Obwohl bis jetzt keine überprüfbaren Beweise vorliegen, die Aslan Maschadow in Verbindung mit dem Terrorakt von Moskau bringen, halten Teile des Regierungs-Lagers sowie Duma-Vertreter Maschadow jetzt für diskreditiert und - wie sie formulieren - für "verbrannt". Denn die Welt dürfte spätestens jetzt das wahre Gesicht des tschetschnischen Separatismus erkannt haben. Russland müsse in Tschetschenien bleiben, um den Islamismus dort abzuwehren. Bestimmte, nicht namentlich genannte westliche Länder fordere man schließlich auf, dort lebende Drahtzieher der Moskauer Tragödie an Russland auszuliefern.
Für Putin selbst dürfte die Bilanz des dreitägigen Dramas gemischt ausfallen: Er hat seinen Landsleuten bei der Lösung des Geiselproblems sicherlich Führungsstärke und Nervenkraft demonstriert. Nicht zuletzt solche Eigenschaften, die sich die meisten seiner Landsleute von einem russischen Präsidenten wünschen. - Allerdings sind heute nach dem Sturmangriff sehr viele Todesopfer zu beklagen und die russischen Sicherheitsstrukturen werden erklären müssen, ob es wirklich nur die von ihnen gewählte Variante gegeben hat, das Musiktheater-Gebäude zu stürmen. Vor allem aber bleibt die Frage offen, wie es überhaupt zu dieser schockierenden Geiselnahme - mitten im Herzen des Landes - kommen konnte.
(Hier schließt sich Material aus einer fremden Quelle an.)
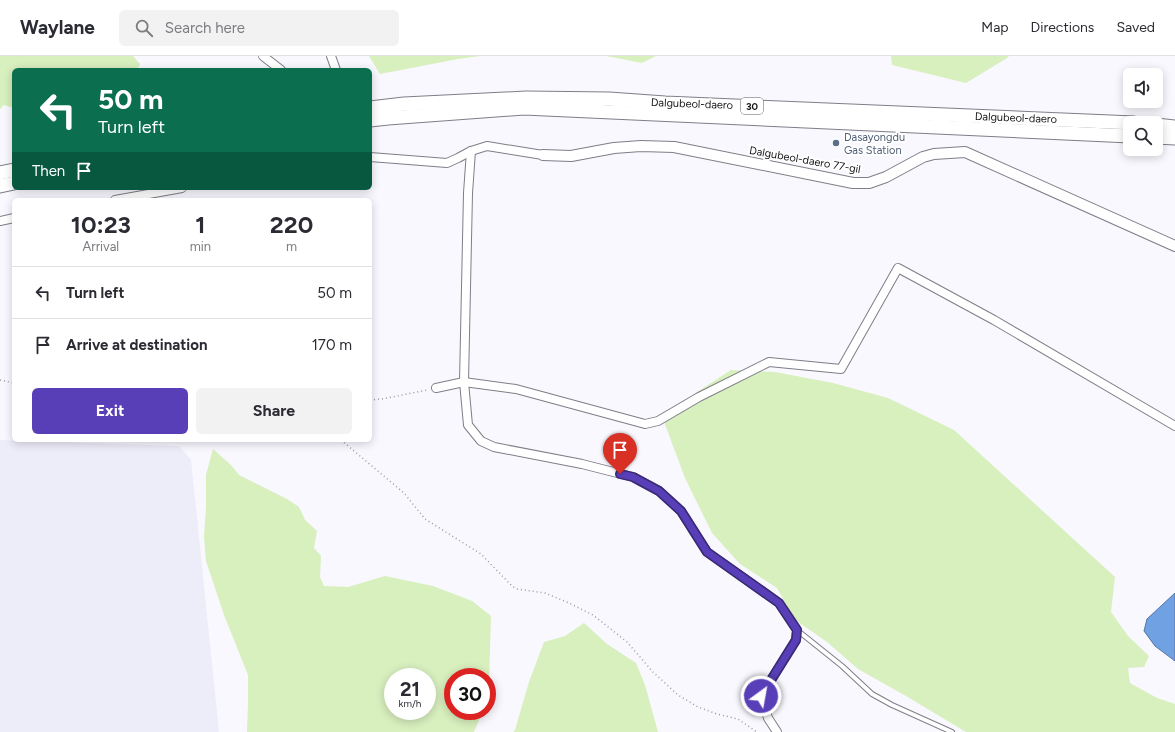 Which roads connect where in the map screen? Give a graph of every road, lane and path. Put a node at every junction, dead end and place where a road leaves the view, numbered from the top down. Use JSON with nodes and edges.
{"nodes":[{"id":1,"x":263,"y":56,"type":"edge"},
{"id":2,"x":331,"y":56,"type":"edge"},
{"id":3,"x":278,"y":68,"type":"edge"},
{"id":4,"x":335,"y":68,"type":"edge"},
{"id":5,"x":372,"y":108,"type":"edge"},
{"id":6,"x":372,"y":120,"type":"edge"},
{"id":7,"x":1123,"y":123,"type":"edge"},
{"id":8,"x":1163,"y":125,"type":"edge"},
{"id":9,"x":1175,"y":126,"type":"edge"},
{"id":10,"x":1123,"y":136,"type":"edge"},
{"id":11,"x":1163,"y":137,"type":"edge"},
{"id":12,"x":1175,"y":138,"type":"edge"},
{"id":13,"x":471,"y":151,"type":"junction"},
{"id":14,"x":543,"y":155,"type":"joint"},
{"id":15,"x":372,"y":157,"type":"edge"},
{"id":16,"x":12,"y":170,"type":"edge"},
{"id":17,"x":0,"y":173,"type":"edge"},
{"id":18,"x":12,"y":183,"type":"edge"},
{"id":19,"x":0,"y":186,"type":"edge"},
{"id":20,"x":171,"y":190,"type":"edge"},
{"id":21,"x":126,"y":198,"type":"edge"},
{"id":22,"x":12,"y":218,"type":"edge"},
{"id":23,"x":0,"y":221,"type":"edge"},
{"id":24,"x":1175,"y":246,"type":"edge"},
{"id":25,"x":0,"y":380,"type":"edge"},
{"id":26,"x":464,"y":382,"type":"junction"},
{"id":27,"x":12,"y":383,"type":"edge"},
{"id":28,"x":436,"y":388,"type":"joint"},
{"id":29,"x":372,"y":400,"type":"edge"},
{"id":30,"x":1175,"y":426,"type":"edge"},
{"id":31,"x":343,"y":442,"type":"edge"},
{"id":32,"x":797,"y":630,"type":"junction"},
{"id":33,"x":757,"y":732,"type":"edge"},
{"id":34,"x":777,"y":732,"type":"edge"},
{"id":35,"x":952,"y":732,"type":"edge"}],
"edges":[{"from":1,"to":3,"type":"street"},
{"from":2,"to":4,"type":"street"},
{"from":5,"to":7,"type":"highway","name":"Dalgubeol-daero","number":"30"},
{"from":6,"to":10,"type":"highway","name":"Dalgubeol-daero","number":"30"},
{"from":8,"to":9,"type":"highway"},
{"from":11,"to":12,"type":"highway"},
{"from":13,"to":14,"type":"street","name":"Dalgubeol-daero 77-gil"},
{"from":13,"to":15,"type":"street","name":"Dalgubeol-daero 77-gil"},
{"from":13,"to":26,"type":"street"},
{"from":14,"to":24,"type":"street","name":"Dalgubeol-daero 77-gil"},
{"from":16,"to":17,"type":"highway"},
{"from":18,"to":19,"type":"highway"},
{"from":20,"to":21,"type":"street"},
{"from":22,"to":23,"type":"street"},
{"from":25,"to":27,"type":"path"},
{"from":26,"to":28,"type":"street"},
{"from":26,"to":30,"type":"street"},
{"from":26,"to":32,"type":"street"},
{"from":28,"to":29,"type":"path"},
{"from":31,"to":33,"type":"path"},
{"from":32,"to":34,"type":"street"},
{"from":32,"to":35,"type":"lane"}]}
Und gespannt darf man schließlich sein, ob die russischen Entscheidungsträger wenigstens diesmal über ihren Schatten zu springen bereit sind und sich vom stereotypen Feindbild "Tschetschene" zu verabschieden vermögen. - Denn aneinandergekettet bleiben sie beide, Tschetschenen und Russen. Dafür sorgt allein schon die Geographie im Nordkaukasus - ob mit oder ohne bewachten Grenzzaun zwischen beiden Völkern. Dieser Vorschlag für einer vermeintlichen Lösung des Problems war in Moskau schon wieder zu hören.
Das, meine Damen und Herren, war eine erste Einordnung der Ereignisse der vergangenen Tage in Moskau. Noch sind zahlreiche Fragen unbeantwortet, aber das ist klar angesichts der Kürze der Zeit, die seit den Ereignissen vergangen ist. Widerstreitende Gefühle prägen diese Stunden: Erleichterung über das Ende der Aktion, die für viele positiv ausging, aber auch Trauer und Entsetzen über den Tod von mehr als 100 Menschen. Ich wünsche Ihnen dennoch einen Guten Abend.